LA MESERA ERA NUEVA, de Dominique Fabre

UN DÉBIL NO SÉ

 

la_mesera_era_nueva1La única página de los libros que casi nunca leo es la contratapa, ni siquiera cuando busco un libro al azar en las librerías; en esas ocasiones prefiero apoyarme sobre lo que dice el índice o alguna de sus páginas, las que, fragmentarias, hablan por lo menos las palabras del autor. Pero en esta ocasión se me hizo imperativo. Al cerrar mi ejemplar de La mesera era nueva me había quedado en blanco, casi como si no hubiera leído nada, no sabía siquiera qué decirle a mi esposo sobre la novela que me había visto cerrar, más que un débil no sé. Sin embargo, el texto de la contratapa me confundió más; el que había escrito eso transmitía la misma falta de emoción, como quien olvida a la persona que acaba de pasar a su lado. Por momentos parece que al responsable de ese texto ni siquiera le hubiera gustado la novela y simplemente se aburriera con ella, porque al fin allí no había pasado nada.

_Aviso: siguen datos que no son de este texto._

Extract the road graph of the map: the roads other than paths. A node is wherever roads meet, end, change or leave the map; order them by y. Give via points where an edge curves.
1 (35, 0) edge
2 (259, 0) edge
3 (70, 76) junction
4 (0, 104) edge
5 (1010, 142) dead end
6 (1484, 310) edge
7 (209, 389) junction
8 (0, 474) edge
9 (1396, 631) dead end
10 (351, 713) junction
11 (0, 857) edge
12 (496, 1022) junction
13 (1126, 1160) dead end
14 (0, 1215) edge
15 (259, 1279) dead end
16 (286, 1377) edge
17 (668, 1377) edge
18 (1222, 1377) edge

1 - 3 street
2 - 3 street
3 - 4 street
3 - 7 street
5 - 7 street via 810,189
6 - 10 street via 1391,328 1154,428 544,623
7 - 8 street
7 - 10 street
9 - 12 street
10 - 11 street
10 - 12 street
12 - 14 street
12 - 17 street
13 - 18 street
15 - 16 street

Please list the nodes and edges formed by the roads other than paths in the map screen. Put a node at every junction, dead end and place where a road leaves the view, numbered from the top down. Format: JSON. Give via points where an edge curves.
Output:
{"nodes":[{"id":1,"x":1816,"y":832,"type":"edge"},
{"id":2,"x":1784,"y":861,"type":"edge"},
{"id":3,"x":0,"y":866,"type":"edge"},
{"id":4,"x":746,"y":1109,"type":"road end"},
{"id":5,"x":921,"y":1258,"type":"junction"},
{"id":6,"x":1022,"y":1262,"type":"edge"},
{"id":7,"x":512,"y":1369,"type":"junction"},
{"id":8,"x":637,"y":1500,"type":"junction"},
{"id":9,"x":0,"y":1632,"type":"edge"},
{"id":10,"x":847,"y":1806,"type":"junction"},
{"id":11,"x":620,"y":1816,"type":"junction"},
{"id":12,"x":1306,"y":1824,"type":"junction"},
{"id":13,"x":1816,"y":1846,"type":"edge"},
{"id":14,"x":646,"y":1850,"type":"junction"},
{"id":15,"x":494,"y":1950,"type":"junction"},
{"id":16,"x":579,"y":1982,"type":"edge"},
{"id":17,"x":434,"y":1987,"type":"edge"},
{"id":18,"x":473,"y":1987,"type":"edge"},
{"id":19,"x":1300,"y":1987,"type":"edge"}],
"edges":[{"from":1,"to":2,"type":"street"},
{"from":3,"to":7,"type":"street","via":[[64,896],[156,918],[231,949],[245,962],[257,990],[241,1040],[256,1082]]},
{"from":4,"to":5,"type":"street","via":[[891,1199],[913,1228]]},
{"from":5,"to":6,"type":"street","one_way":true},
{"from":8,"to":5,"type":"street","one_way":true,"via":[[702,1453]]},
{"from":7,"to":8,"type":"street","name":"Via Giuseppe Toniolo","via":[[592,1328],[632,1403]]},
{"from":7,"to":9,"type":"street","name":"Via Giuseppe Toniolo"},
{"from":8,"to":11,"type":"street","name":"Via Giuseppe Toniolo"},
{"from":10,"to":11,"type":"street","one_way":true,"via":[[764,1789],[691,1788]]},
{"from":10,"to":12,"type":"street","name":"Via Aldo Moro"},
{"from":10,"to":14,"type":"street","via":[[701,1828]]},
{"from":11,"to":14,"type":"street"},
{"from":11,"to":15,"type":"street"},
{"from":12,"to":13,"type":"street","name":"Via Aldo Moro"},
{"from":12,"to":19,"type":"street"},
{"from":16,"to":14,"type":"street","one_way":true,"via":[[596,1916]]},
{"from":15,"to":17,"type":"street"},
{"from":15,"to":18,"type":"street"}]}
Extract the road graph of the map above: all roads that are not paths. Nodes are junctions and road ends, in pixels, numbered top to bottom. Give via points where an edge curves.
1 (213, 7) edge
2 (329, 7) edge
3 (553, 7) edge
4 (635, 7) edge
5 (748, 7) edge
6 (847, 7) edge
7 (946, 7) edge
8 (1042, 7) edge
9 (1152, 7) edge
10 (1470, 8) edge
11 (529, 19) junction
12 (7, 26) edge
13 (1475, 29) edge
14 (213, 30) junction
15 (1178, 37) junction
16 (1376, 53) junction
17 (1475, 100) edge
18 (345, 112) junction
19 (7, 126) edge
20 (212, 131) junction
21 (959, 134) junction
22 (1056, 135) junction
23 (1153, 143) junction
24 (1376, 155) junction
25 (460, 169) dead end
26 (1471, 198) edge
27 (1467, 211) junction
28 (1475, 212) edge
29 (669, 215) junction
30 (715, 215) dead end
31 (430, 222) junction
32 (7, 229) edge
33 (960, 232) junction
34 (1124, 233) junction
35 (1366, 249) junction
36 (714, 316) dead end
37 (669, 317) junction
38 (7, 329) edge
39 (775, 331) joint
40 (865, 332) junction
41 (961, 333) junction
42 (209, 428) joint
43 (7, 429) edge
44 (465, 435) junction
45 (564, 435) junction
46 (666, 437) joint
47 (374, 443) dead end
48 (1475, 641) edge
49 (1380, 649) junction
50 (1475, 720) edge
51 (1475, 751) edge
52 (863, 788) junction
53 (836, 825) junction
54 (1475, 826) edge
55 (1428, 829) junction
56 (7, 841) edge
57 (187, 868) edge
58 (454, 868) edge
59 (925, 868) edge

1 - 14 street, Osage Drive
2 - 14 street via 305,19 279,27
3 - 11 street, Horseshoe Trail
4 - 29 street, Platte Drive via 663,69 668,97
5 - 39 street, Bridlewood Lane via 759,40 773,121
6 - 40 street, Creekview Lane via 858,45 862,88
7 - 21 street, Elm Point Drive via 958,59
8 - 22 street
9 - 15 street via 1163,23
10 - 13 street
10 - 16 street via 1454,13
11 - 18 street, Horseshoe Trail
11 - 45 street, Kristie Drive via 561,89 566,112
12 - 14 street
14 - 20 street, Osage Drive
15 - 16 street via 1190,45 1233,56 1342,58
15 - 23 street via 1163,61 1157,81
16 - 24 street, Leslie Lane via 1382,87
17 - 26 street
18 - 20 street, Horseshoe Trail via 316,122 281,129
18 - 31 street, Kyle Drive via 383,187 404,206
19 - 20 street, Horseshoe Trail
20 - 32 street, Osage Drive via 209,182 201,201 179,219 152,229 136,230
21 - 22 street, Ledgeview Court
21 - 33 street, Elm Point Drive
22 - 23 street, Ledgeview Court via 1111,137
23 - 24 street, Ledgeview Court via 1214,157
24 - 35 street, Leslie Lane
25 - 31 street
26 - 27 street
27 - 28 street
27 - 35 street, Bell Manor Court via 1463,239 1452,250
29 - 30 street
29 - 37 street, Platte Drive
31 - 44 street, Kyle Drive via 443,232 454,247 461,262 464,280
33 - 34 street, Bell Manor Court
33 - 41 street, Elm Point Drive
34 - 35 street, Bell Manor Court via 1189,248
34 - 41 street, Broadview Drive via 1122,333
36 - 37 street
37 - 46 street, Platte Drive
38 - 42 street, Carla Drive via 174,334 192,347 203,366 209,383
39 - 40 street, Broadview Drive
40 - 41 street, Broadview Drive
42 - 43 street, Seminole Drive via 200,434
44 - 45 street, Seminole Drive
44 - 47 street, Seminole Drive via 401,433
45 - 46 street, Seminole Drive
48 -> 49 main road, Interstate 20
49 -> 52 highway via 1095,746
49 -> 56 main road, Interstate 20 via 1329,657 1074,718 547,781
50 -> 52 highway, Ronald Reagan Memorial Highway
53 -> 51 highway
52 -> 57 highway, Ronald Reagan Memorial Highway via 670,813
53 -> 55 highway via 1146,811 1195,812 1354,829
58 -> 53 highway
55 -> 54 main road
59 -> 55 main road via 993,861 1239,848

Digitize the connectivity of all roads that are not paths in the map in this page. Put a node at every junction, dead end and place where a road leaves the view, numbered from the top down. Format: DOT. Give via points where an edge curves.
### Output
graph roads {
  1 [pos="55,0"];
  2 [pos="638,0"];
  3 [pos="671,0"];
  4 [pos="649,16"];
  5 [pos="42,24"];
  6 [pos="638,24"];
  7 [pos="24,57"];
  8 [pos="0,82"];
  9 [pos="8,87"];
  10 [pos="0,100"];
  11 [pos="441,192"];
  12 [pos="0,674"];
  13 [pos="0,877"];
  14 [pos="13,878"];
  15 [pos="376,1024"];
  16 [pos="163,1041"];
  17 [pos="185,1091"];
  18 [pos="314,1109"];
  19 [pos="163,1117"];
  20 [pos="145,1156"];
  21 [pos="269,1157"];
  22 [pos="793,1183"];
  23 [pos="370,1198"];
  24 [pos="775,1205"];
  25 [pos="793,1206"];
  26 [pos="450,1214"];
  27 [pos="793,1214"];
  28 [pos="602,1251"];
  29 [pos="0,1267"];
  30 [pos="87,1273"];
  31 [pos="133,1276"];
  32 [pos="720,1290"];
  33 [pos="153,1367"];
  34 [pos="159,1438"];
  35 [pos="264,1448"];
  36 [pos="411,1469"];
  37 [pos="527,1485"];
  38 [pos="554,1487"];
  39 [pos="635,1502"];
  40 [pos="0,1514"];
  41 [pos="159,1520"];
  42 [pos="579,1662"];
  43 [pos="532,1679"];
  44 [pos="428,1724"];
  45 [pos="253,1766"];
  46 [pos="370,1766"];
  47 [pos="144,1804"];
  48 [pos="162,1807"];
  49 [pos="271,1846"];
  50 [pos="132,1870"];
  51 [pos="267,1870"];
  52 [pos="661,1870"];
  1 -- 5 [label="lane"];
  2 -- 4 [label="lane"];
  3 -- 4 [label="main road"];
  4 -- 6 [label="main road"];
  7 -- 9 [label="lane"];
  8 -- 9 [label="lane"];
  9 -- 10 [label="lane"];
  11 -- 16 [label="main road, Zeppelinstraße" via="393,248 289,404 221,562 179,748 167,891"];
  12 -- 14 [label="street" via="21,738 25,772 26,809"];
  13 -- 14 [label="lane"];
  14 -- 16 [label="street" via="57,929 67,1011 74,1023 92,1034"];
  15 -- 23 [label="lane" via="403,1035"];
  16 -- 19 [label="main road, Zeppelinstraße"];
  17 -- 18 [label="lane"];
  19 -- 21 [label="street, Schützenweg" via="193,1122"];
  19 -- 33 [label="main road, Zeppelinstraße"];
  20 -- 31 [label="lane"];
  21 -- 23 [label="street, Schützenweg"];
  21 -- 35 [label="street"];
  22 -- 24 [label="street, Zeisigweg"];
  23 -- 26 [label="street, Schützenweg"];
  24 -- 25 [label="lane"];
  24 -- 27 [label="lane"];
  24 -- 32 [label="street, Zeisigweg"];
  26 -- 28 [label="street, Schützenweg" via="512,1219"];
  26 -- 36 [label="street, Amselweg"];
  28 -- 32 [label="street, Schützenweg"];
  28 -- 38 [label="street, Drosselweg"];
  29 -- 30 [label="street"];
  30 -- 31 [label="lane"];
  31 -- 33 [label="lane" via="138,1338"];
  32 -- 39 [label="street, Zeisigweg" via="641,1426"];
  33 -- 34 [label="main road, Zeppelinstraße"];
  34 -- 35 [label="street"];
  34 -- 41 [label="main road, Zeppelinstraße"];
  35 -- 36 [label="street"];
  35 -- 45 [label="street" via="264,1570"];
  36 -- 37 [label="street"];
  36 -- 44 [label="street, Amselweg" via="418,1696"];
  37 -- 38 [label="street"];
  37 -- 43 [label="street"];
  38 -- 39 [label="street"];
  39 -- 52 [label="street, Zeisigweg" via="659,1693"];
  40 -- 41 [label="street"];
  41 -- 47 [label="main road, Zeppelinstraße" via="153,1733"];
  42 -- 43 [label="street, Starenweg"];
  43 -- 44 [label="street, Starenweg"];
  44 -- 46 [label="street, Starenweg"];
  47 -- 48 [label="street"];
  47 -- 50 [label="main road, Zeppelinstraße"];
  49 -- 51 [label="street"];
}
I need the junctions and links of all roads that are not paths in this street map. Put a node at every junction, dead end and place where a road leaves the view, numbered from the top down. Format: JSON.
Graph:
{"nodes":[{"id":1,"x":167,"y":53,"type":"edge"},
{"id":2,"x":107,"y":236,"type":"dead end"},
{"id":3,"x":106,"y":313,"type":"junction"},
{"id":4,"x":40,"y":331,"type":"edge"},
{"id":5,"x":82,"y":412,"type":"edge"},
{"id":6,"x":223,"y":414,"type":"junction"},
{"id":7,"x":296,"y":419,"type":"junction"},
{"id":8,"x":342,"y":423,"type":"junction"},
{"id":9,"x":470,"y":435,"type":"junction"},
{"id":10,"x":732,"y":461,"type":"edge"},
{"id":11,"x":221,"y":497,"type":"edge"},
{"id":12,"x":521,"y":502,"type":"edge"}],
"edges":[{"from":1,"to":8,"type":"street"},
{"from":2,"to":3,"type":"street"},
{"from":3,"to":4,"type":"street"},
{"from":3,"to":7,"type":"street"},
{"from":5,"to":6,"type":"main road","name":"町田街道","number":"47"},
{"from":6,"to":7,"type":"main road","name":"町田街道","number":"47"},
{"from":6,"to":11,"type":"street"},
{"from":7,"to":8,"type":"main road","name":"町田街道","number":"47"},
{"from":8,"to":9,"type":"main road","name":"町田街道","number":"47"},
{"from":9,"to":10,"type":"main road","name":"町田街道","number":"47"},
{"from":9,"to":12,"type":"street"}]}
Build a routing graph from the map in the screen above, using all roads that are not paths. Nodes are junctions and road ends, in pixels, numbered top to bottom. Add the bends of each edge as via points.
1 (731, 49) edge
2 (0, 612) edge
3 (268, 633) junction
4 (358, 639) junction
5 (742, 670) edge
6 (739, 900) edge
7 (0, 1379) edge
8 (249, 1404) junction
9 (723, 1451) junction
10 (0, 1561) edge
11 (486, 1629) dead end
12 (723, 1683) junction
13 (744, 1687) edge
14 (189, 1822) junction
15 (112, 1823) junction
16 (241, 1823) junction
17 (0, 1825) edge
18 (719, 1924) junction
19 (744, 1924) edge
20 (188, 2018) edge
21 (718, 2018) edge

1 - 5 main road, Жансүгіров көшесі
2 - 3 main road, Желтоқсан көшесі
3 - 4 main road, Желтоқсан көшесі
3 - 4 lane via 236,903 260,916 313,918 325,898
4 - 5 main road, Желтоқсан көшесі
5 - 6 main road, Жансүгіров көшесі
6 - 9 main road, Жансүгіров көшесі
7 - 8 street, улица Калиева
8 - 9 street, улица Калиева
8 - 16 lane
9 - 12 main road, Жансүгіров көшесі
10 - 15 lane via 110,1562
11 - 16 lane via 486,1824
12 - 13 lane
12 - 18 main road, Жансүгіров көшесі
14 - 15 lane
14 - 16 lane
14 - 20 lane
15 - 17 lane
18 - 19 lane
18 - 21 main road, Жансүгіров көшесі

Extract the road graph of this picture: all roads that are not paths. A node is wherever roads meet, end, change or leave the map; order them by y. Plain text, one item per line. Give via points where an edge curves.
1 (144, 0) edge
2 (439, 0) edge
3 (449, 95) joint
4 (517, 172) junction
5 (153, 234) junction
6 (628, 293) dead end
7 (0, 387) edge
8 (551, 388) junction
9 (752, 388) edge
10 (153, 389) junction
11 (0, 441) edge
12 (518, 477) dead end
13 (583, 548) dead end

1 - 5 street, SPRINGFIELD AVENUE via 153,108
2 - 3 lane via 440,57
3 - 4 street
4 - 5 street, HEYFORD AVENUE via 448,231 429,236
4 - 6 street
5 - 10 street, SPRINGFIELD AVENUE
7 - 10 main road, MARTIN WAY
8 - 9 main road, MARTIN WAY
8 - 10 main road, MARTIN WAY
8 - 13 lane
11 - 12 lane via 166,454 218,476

            Y claro -pienso varias semanas después de esa primera dubitación-, tiene que ver con eso, con lo que en la teoría dramática se llama narrativa del conflicto central, estas verdaderas anteojeras a las que nos ha acostumbrado el cine gringo comercial, donde cada uno de los acontecimientos está puesto por algo, porque alguna incidencia va a tener en la trama o, como dice Henrik Ibsen -uno de sus más célebres gestores- en una frase que se ha hecho lugar común, "si vas a poner un rifle en escena, utilízalo". Debido a esa omnipresencia, no hablar el lenguaje del conflicto central no es sólo una opción artística, sino que se transforma en una oposición de tipo político o cultural al arrastre que causa esta escuela de pensamiento. Por ahora sólo recuerdo dos ejemplos cinematográficos donde esa oposición se hiciera patente: Jean-Luc Goddard -figura célebre que ya no necesita más comentarios- y Carlos Sorín, argentino cuyas historias sobre aconteceres que no se organizan en torno a una amenaza, transforman al receptor que vive en el reino del conflicto central, lo que constituye una entrada potente para interpretar la fascinación que causa su poética. Se podría alegar que ese efecto es el que produce la literatura, pero mirando hacia atrás encontramos varios ejemplos donde el relato de novelas y piezas teatrales es el de una crisis. Ahora -varias semanas después de esa primera dubitación-, creo que la oposición a ese esquema narrativo gringo es la particularidad del estilo de La mesera era nueva.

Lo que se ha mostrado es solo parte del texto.